Your goal
This task calls for copying every line in the data below that contains the word "Altendorfer".

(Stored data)
○ ○ ○ ○ ○ ○ ○

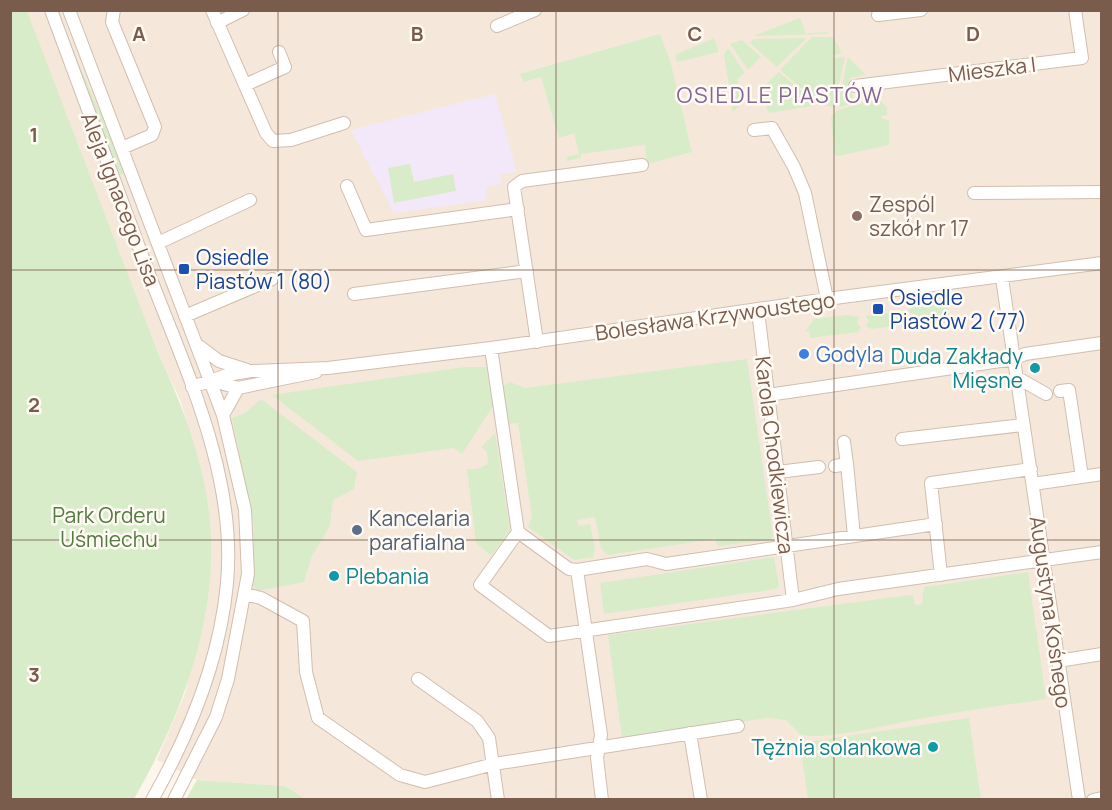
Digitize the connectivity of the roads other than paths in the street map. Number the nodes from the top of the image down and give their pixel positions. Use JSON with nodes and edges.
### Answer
{"nodes":[{"id":1,"x":51,"y":10,"type":"edge"},
{"id":2,"x":69,"y":10,"type":"edge"},
{"id":3,"x":114,"y":10,"type":"edge"},
{"id":4,"x":212,"y":10,"type":"edge"},
{"id":5,"x":243,"y":10,"type":"edge"},
{"id":6,"x":535,"y":10,"type":"edge"},
{"id":7,"x":921,"y":10,"type":"edge"},
{"id":8,"x":1075,"y":10,"type":"edge"},
{"id":9,"x":878,"y":15,"type":"dead end"},
{"id":10,"x":217,"y":23,"type":"junction"},
{"id":11,"x":497,"y":26,"type":"dead end"},
{"id":12,"x":279,"y":52,"type":"dead end"},
{"id":13,"x":245,"y":85,"type":"junction"},
{"id":14,"x":855,"y":86,"type":"dead end"},
{"id":15,"x":344,"y":123,"type":"dead end"},
{"id":16,"x":754,"y":130,"type":"dead end"},
{"id":17,"x":123,"y":148,"type":"junction"},
{"id":18,"x":642,"y":165,"type":"dead end"},
{"id":19,"x":347,"y":186,"type":"dead end"},
{"id":20,"x":1101,"y":192,"type":"edge"},
{"id":21,"x":974,"y":193,"type":"dead end"},
{"id":22,"x":250,"y":200,"type":"dead end"},
{"id":23,"x":518,"y":209,"type":"junction"},
{"id":24,"x":158,"y":243,"type":"junction"},
{"id":25,"x":1101,"y":264,"type":"edge"},
{"id":26,"x":527,"y":272,"type":"junction"},
{"id":27,"x":1002,"y":278,"type":"junction"},
{"id":28,"x":272,"y":279,"type":"dead end"},
{"id":29,"x":354,"y":294,"type":"dead end"},
{"id":30,"x":827,"y":299,"type":"junction"},
{"id":31,"x":758,"y":311,"type":"junction"},
{"id":32,"x":185,"y":316,"type":"junction"},
{"id":33,"x":537,"y":342,"type":"junction"},
{"id":34,"x":1101,"y":343,"type":"edge"},
{"id":35,"x":196,"y":344,"type":"junction"},
{"id":36,"x":491,"y":348,"type":"junction"},
{"id":37,"x":1014,"y":359,"type":"junction"},
{"id":38,"x":328,"y":368,"type":"junction"},
{"id":39,"x":251,"y":371,"type":"junction"},
{"id":40,"x":1016,"y":377,"type":"junction"},
{"id":41,"x":210,"y":380,"type":"junction"},
{"id":42,"x":192,"y":387,"type":"junction"},
{"id":43,"x":238,"y":388,"type":"junction"},
{"id":44,"x":1060,"y":392,"type":"dead end"},
{"id":45,"x":1046,"y":394,"type":"dead end"},
{"id":46,"x":768,"y":395,"type":"junction"},
{"id":47,"x":222,"y":415,"type":"junction"},
{"id":48,"x":1023,"y":424,"type":"junction"},
{"id":49,"x":902,"y":439,"type":"dead end"},
{"id":50,"x":844,"y":442,"type":"dead end"},
{"id":51,"x":819,"y":468,"type":"dead end"},
{"id":52,"x":1031,"y":470,"type":"junction"},
{"id":53,"x":777,"y":472,"type":"junction"},
{"id":54,"x":1101,"y":474,"type":"edge"},
{"id":55,"x":1082,"y":477,"type":"junction"},
{"id":56,"x":1033,"y":484,"type":"junction"},
{"id":57,"x":936,"y":524,"type":"junction"},
{"id":58,"x":519,"y":532,"type":"junction"},
{"id":59,"x":854,"y":536,"type":"junction"},
{"id":60,"x":787,"y":545,"type":"junction"},
{"id":61,"x":1101,"y":552,"type":"edge"},
{"id":62,"x":1044,"y":560,"type":"junction"},
{"id":63,"x":578,"y":570,"type":"junction"},
{"id":64,"x":941,"y":575,"type":"junction"},
{"id":65,"x":245,"y":594,"type":"junction"},
{"id":66,"x":793,"y":600,"type":"junction"},
{"id":67,"x":586,"y":630,"type":"junction"},
{"id":68,"x":1101,"y":654,"type":"edge"},
{"id":69,"x":1058,"y":661,"type":"junction"},
{"id":70,"x":418,"y":679,"type":"dead end"},
{"id":71,"x":738,"y":726,"type":"dead end"},
{"id":72,"x":690,"y":733,"type":"junction"},
{"id":73,"x":599,"y":747,"type":"junction"},
{"id":74,"x":494,"y":764,"type":"junction"},
{"id":75,"x":1101,"y":798,"type":"edge"},
{"id":76,"x":152,"y":800,"type":"edge"},
{"id":77,"x":174,"y":800,"type":"edge"},
{"id":78,"x":498,"y":800,"type":"edge"},
{"id":79,"x":602,"y":800,"type":"edge"},
{"id":80,"x":701,"y":800,"type":"edge"},
{"id":81,"x":1079,"y":800,"type":"edge"},
{"id":82,"x":1092,"y":800,"type":"edge"}],
"edges":[{"from":1,"to":42,"type":"street","name":"Aleja Ignacego Lisa"},
{"from":2,"to":17,"type":"street","name":"Aleja Ignacego Lisa"},
{"from":3,"to":17,"type":"street"},
{"from":4,"to":10,"type":"street"},
{"from":5,"to":10,"type":"street"},
{"from":6,"to":11,"type":"street"},
{"from":7,"to":9,"type":"street"},
{"from":8,"to":14,"type":"street","name":"Mieszka I"},
{"from":10,"to":13,"type":"street"},
{"from":12,"to":13,"type":"street"},
{"from":13,"to":15,"type":"street"},
{"from":16,"to":30,"type":"street"},
{"from":17,"to":24,"type":"street","name":"Aleja Ignacego Lisa"},
{"from":18,"to":23,"type":"street"},
{"from":19,"to":23,"type":"street"},
{"from":20,"to":21,"type":"street"},
{"from":22,"to":24,"type":"street"},
{"from":23,"to":26,"type":"street"},
{"from":24,"to":32,"type":"street","name":"Aleja Ignacego Lisa"},
{"from":25,"to":27,"type":"street","name":"Bolesława Krzywoustego"},
{"from":26,"to":29,"type":"street"},
{"from":26,"to":33,"type":"street"},
{"from":27,"to":30,"type":"street","name":"Bolesława Krzywoustego"},
{"from":27,"to":37,"type":"street","name":"Augustyna Kośnego"},
{"from":28,"to":32,"type":"street"},
{"from":30,"to":31,"type":"street","name":"Bolesława Krzywoustego"},
{"from":31,"to":33,"type":"street","name":"Bolesława Krzywoustego"},
{"from":31,"to":46,"type":"street","name":"Karola Chodkiewicza"},
{"from":32,"to":35,"type":"street","name":"Aleja Ignacego Lisa"},
{"from":33,"to":36,"type":"street","name":"Bolesława Krzywoustego"},
{"from":34,"to":37,"type":"street"},
{"from":35,"to":39,"type":"street","name":"Bolesława Krzywoustego"},
{"from":35,"to":41,"type":"street","name":"Aleja Ignacego Lisa"},
{"from":36,"to":38,"type":"street","name":"Bolesława Krzywoustego"},
{"from":36,"to":58,"type":"street"},
{"from":37,"to":40,"type":"street","name":"Augustyna Kośnego"},
{"from":37,"to":46,"type":"street"},
{"from":38,"to":39,"type":"street","name":"Bolesława Krzywoustego"},
{"from":38,"to":43,"type":"street","name":"Bolesława Krzywoustego"},
{"from":39,"to":41,"type":"street","name":"Bolesława Krzywoustego"},
{"from":40,"to":45,"type":"street"},
{"from":40,"to":48,"type":"street","name":"Augustyna Kośnego"},
{"from":41,"to":42,"type":"street"},
{"from":41,"to":43,"type":"street","name":"Bolesława Krzywoustego"},
{"from":41,"to":47,"type":"street","name":"Aleja Ignacego Lisa"},
{"from":42,"to":76,"type":"street","name":"Aleja Ignacego Lisa"},
{"from":43,"to":47,"type":"street"},
{"from":44,"to":55,"type":"street"},
{"from":46,"to":53,"type":"street","name":"Karola Chodkiewicza"},
{"from":47,"to":65,"type":"street","name":"Aleja Ignacego Lisa"},
{"from":48,"to":49,"type":"street"},
{"from":48,"to":52,"type":"street","name":"Augustyna Kośnego"},
{"from":50,"to":59,"type":"street"},
{"from":51,"to":53,"type":"street"},
{"from":52,"to":56,"type":"street","name":"Augustyna Kośnego"},
{"from":52,"to":57,"type":"street"},
{"from":53,"to":60,"type":"street","name":"Karola Chodkiewicza"},
{"from":54,"to":55,"type":"street"},
{"from":55,"to":56,"type":"street"},
{"from":56,"to":62,"type":"street","name":"Augustyna Kośnego"},
{"from":57,"to":59,"type":"street"},
{"from":57,"to":64,"type":"street"},
{"from":58,"to":63,"type":"street"},
{"from":58,"to":67,"type":"street"},
{"from":59,"to":60,"type":"street"},
{"from":60,"to":63,"type":"street"},
{"from":60,"to":66,"type":"street","name":"Karola Chodkiewicza"},
{"from":61,"to":62,"type":"street"},
{"from":62,"to":64,"type":"street"},
{"from":62,"to":69,"type":"street","name":"Augustyna Kośnego"},
{"from":63,"to":67,"type":"street"},
{"from":64,"to":66,"type":"street"},
{"from":65,"to":74,"type":"street"},
{"from":65,"to":77,"type":"street","name":"Aleja Ignacego Lisa"},
{"from":66,"to":67,"type":"street"},
{"from":67,"to":73,"type":"street"},
{"from":68,"to":69,"type":"street"},
{"from":69,"to":81,"type":"street","name":"Augustyna Kośnego"},
{"from":70,"to":74,"type":"street"},
{"from":71,"to":72,"type":"street"},
{"from":72,"to":73,"type":"street"},
{"from":72,"to":80,"type":"street"},
{"from":73,"to":74,"type":"street"},
{"from":73,"to":79,"type":"street"},
{"from":74,"to":78,"type":"street"},
{"from":75,"to":82,"type":"street"}]}
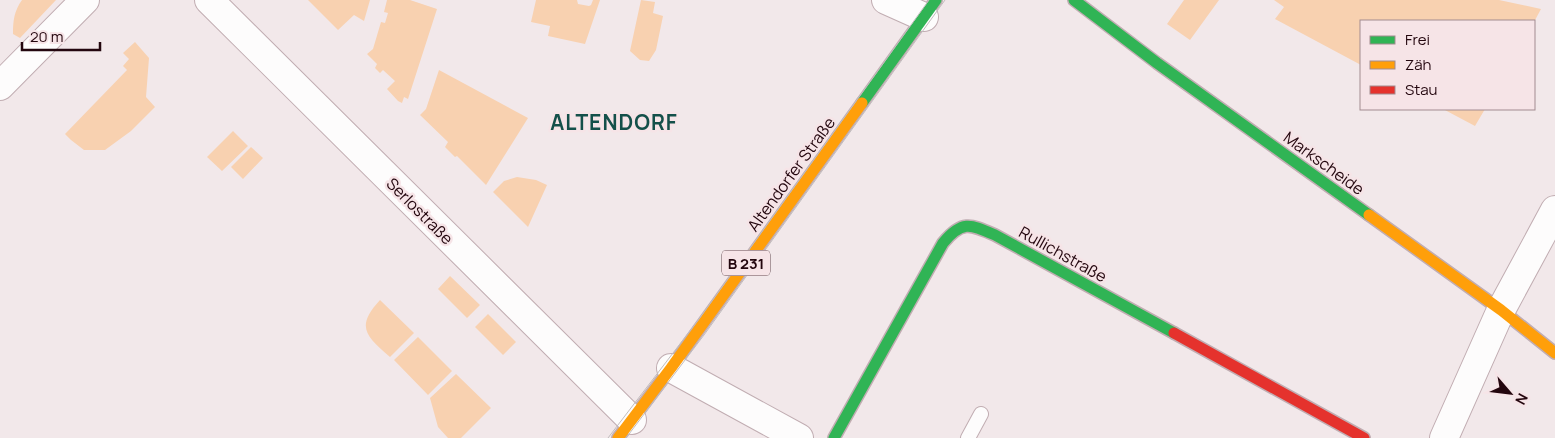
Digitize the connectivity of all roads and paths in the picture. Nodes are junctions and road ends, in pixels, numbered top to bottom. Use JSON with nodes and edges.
{"nodes":[{"id":1,"x":85,"y":0,"type":"edge"},
{"id":2,"x":209,"y":0,"type":"edge"},
{"id":3,"x":886,"y":0,"type":"edge"},
{"id":4,"x":1074,"y":0,"type":"edge"},
{"id":5,"x":930,"y":9,"type":"edge"},
{"id":6,"x":0,"y":86,"type":"edge"},
{"id":7,"x":1555,"y":210,"type":"edge"},
{"id":8,"x":1500,"y":310,"type":"junction"},
{"id":9,"x":1555,"y":353,"type":"edge"},
{"id":10,"x":671,"y":368,"type":"junction"},
{"id":11,"x":981,"y":414,"type":"dead end"},
{"id":12,"x":625,"y":429,"type":"edge"},
{"id":13,"x":799,"y":438,"type":"edge"},
{"id":14,"x":834,"y":438,"type":"edge"},
{"id":15,"x":968,"y":438,"type":"edge"},
{"id":16,"x":1364,"y":438,"type":"edge"},
{"id":17,"x":1444,"y":438,"type":"edge"}],
"edges":[{"from":1,"to":6,"type":"street"},
{"from":2,"to":12,"type":"street","name":"Serlostraße"},
{"from":3,"to":5,"type":"street"},
{"from":4,"to":8,"type":"street","name":"Markscheide"},
{"from":5,"to":10,"type":"street","name":"Altendorfer Straße","number":"B 231"},
{"from":7,"to":8,"type":"street"},
{"from":8,"to":9,"type":"street","name":"Markscheide"},
{"from":8,"to":17,"type":"street"},
{"from":10,"to":12,"type":"street","name":"Altendorfer Straße","number":"B 231"},
{"from":10,"to":13,"type":"street"},
{"from":11,"to":15,"type":"lane"},
{"from":14,"to":16,"type":"street","name":"Rullichstraße"}]}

○ ○ ○ ○ ○ ○ ○

Result
{"from":5,"to":10,"type":"street","name":"Altendorfer Straße","number":"B 231"},
{"from":10,"to":12,"type":"street","name":"Altendorfer Straße","number":"B 231"},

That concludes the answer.